#### GIVEN RECORDS ####

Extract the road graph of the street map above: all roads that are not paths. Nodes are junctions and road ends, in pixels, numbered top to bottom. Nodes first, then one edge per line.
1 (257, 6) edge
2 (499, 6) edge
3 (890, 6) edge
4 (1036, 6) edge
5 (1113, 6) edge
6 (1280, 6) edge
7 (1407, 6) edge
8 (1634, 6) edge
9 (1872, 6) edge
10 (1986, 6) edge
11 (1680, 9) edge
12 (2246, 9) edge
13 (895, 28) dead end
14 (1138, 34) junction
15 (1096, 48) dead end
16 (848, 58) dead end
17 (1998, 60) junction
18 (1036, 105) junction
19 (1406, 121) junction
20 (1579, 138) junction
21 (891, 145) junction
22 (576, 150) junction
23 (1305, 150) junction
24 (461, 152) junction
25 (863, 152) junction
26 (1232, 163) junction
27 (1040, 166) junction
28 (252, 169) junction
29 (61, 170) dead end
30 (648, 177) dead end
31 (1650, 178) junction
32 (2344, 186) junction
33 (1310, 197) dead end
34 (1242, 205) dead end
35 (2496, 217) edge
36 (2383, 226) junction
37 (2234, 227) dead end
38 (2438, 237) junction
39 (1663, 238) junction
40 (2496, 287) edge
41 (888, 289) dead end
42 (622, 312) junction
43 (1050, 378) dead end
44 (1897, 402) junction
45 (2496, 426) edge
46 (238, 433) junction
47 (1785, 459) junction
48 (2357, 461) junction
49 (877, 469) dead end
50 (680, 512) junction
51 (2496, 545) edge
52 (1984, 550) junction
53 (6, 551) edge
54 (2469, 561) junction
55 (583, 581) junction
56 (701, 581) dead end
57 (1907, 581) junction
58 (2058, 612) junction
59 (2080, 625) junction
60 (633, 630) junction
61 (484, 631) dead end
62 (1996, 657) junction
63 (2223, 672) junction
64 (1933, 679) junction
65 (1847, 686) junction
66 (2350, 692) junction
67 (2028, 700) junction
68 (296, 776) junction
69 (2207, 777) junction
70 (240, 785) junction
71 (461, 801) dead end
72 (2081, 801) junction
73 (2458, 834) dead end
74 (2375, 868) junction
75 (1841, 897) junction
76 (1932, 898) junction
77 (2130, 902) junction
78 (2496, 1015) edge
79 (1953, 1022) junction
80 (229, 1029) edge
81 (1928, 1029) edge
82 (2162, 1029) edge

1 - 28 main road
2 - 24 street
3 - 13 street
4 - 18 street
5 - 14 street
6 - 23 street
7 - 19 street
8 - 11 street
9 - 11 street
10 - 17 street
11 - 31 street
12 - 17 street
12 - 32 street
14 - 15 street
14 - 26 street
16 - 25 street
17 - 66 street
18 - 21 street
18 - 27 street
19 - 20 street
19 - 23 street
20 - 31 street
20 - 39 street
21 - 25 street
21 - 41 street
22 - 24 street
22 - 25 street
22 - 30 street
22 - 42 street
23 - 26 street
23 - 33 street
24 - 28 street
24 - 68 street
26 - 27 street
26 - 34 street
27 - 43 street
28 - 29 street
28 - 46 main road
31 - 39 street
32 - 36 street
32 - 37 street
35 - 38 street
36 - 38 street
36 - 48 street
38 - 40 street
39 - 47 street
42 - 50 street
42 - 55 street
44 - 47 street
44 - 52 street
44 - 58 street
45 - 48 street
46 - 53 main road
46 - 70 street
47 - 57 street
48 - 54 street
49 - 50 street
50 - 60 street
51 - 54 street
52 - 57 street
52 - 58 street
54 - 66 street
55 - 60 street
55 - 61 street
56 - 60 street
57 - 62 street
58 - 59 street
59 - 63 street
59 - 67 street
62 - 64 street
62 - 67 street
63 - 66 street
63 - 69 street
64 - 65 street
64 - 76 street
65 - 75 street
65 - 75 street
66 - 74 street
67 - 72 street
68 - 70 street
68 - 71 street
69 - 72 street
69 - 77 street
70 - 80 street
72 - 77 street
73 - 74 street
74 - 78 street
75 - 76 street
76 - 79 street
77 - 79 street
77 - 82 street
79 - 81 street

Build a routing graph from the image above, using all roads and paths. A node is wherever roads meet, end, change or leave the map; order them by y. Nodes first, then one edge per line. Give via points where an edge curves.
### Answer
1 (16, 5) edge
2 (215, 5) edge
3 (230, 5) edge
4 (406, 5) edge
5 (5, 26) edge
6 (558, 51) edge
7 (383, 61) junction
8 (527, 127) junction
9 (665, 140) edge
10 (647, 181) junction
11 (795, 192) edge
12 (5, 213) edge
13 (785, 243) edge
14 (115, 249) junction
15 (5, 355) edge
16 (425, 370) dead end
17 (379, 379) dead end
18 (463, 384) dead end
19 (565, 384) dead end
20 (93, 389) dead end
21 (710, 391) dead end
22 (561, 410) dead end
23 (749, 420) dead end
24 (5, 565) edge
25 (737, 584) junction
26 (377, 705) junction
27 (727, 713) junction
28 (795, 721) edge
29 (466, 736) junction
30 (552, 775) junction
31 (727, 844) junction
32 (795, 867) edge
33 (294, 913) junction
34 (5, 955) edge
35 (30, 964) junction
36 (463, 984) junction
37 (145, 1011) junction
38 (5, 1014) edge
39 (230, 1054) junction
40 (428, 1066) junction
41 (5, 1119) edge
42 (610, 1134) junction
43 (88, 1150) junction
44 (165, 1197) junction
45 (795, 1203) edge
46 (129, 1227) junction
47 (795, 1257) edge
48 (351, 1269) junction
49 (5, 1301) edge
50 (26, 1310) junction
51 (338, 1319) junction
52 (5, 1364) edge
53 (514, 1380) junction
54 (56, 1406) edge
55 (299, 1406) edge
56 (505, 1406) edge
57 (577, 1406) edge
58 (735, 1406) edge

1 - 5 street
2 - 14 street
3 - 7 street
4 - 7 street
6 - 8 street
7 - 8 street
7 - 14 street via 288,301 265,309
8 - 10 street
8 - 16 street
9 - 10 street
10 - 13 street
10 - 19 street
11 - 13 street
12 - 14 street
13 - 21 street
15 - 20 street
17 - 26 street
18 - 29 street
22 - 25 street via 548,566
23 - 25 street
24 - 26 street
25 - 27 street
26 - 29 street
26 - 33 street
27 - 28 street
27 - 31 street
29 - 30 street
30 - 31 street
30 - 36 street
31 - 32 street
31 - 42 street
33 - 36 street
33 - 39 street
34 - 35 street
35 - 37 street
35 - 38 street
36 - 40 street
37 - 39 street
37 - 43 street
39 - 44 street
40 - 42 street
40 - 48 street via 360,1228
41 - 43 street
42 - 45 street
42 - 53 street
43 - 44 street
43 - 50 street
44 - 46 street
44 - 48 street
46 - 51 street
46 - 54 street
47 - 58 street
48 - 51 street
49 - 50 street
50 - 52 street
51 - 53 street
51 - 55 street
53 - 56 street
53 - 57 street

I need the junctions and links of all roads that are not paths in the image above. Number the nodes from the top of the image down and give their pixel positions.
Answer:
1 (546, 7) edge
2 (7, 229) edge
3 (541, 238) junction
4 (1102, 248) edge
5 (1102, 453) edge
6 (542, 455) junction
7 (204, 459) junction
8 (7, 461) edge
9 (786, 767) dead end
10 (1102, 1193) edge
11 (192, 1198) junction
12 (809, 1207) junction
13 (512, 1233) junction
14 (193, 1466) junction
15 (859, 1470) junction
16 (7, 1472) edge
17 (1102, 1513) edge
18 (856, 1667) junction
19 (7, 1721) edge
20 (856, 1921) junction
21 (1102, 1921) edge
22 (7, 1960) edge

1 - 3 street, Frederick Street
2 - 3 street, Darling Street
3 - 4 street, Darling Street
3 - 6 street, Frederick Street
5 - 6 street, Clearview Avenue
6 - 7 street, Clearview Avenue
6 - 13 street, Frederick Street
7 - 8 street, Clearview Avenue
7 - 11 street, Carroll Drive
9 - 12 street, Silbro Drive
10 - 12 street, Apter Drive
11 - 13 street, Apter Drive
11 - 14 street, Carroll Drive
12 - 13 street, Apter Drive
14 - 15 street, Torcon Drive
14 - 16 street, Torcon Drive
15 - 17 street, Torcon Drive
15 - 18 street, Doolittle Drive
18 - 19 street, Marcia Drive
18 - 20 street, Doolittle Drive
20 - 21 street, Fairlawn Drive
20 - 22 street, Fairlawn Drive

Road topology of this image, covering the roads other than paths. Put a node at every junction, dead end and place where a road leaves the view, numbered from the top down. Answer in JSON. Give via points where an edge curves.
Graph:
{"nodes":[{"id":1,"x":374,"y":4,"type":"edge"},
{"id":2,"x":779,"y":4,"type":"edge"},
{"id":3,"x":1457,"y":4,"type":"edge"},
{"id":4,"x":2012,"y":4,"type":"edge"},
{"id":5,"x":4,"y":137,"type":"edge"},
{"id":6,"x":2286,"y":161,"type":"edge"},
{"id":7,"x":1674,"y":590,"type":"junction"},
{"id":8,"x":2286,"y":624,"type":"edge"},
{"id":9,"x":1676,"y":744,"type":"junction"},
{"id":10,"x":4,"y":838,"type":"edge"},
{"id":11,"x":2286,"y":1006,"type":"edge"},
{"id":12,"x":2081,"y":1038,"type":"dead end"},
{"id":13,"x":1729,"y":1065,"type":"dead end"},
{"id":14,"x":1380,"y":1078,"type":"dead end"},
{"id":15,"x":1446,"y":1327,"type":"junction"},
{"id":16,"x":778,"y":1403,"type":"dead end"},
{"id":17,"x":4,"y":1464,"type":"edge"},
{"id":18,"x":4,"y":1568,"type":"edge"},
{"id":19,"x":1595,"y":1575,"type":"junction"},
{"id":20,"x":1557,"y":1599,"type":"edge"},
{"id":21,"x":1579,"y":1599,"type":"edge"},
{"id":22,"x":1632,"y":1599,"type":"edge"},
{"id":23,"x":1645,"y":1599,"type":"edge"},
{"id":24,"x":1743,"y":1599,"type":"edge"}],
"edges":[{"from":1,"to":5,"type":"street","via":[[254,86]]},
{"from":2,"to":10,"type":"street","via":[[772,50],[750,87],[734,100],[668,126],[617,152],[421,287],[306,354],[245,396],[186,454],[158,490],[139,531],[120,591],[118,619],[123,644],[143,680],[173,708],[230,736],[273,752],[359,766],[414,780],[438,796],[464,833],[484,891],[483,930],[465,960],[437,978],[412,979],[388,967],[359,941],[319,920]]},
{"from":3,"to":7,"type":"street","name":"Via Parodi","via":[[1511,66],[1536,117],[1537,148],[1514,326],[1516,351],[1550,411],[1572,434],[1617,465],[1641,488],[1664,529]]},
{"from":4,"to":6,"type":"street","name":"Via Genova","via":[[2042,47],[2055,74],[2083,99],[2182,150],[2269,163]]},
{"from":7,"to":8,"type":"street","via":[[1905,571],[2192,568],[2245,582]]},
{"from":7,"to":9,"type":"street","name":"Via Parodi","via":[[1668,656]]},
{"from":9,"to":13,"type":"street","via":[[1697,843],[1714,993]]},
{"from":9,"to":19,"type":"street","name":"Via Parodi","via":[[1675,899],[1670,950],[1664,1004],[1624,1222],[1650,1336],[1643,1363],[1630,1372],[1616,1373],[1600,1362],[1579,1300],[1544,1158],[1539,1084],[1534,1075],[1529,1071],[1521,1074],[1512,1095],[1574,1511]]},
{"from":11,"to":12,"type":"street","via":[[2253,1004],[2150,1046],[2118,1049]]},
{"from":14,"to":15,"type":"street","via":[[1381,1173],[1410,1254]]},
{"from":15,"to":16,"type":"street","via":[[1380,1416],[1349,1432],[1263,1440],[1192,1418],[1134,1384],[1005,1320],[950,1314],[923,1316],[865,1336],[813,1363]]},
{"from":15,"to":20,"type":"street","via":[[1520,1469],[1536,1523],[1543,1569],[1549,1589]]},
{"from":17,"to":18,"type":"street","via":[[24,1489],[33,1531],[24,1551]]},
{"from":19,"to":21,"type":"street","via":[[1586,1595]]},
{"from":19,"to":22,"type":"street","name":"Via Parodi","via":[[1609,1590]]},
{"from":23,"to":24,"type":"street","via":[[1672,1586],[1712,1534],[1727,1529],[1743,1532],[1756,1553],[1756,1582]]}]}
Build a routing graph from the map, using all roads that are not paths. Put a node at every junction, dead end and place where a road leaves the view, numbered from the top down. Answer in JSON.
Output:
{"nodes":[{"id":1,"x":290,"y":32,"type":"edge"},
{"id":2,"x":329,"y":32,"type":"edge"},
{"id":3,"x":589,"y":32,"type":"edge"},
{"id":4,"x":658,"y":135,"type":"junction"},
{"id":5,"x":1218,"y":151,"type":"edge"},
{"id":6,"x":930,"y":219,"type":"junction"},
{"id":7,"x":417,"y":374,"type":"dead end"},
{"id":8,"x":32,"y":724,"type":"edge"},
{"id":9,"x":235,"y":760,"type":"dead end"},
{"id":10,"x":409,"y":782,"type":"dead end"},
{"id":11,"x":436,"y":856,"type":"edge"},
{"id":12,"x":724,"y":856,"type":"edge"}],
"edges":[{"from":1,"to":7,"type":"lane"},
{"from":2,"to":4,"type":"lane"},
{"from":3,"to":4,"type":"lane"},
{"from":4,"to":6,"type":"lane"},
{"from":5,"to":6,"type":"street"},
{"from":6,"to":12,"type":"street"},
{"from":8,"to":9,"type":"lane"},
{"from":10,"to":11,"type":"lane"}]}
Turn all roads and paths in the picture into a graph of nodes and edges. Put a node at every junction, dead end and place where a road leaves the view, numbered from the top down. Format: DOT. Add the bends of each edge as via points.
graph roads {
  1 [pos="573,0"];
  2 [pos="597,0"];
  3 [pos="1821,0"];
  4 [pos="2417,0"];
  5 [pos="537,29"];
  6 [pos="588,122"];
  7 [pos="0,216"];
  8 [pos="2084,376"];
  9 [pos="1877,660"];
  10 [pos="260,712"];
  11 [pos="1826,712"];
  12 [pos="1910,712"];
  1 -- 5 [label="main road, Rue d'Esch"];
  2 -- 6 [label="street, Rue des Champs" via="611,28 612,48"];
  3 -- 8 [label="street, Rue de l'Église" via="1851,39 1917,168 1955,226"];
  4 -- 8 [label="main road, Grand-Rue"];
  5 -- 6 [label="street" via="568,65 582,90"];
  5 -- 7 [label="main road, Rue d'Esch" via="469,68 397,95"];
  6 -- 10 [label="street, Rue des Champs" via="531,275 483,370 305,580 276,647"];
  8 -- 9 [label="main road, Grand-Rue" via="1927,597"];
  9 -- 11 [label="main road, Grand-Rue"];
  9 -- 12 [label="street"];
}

####

REQUIRED WORK: Search the data above for "routing" and copy every line where it turns up.

RESPONSE AREA:
Build a routing graph from the image above, using all roads and paths. A node is wherever roads meet, end, change or leave the map; order them by y. Nodes first, then one edge per line. Give via points where an edge curves.
Build a routing graph from the map, using all roads that are not paths. Put a node at every junction, dead end and place where a road leaves the view, numbered from the top down. Answer in JSON.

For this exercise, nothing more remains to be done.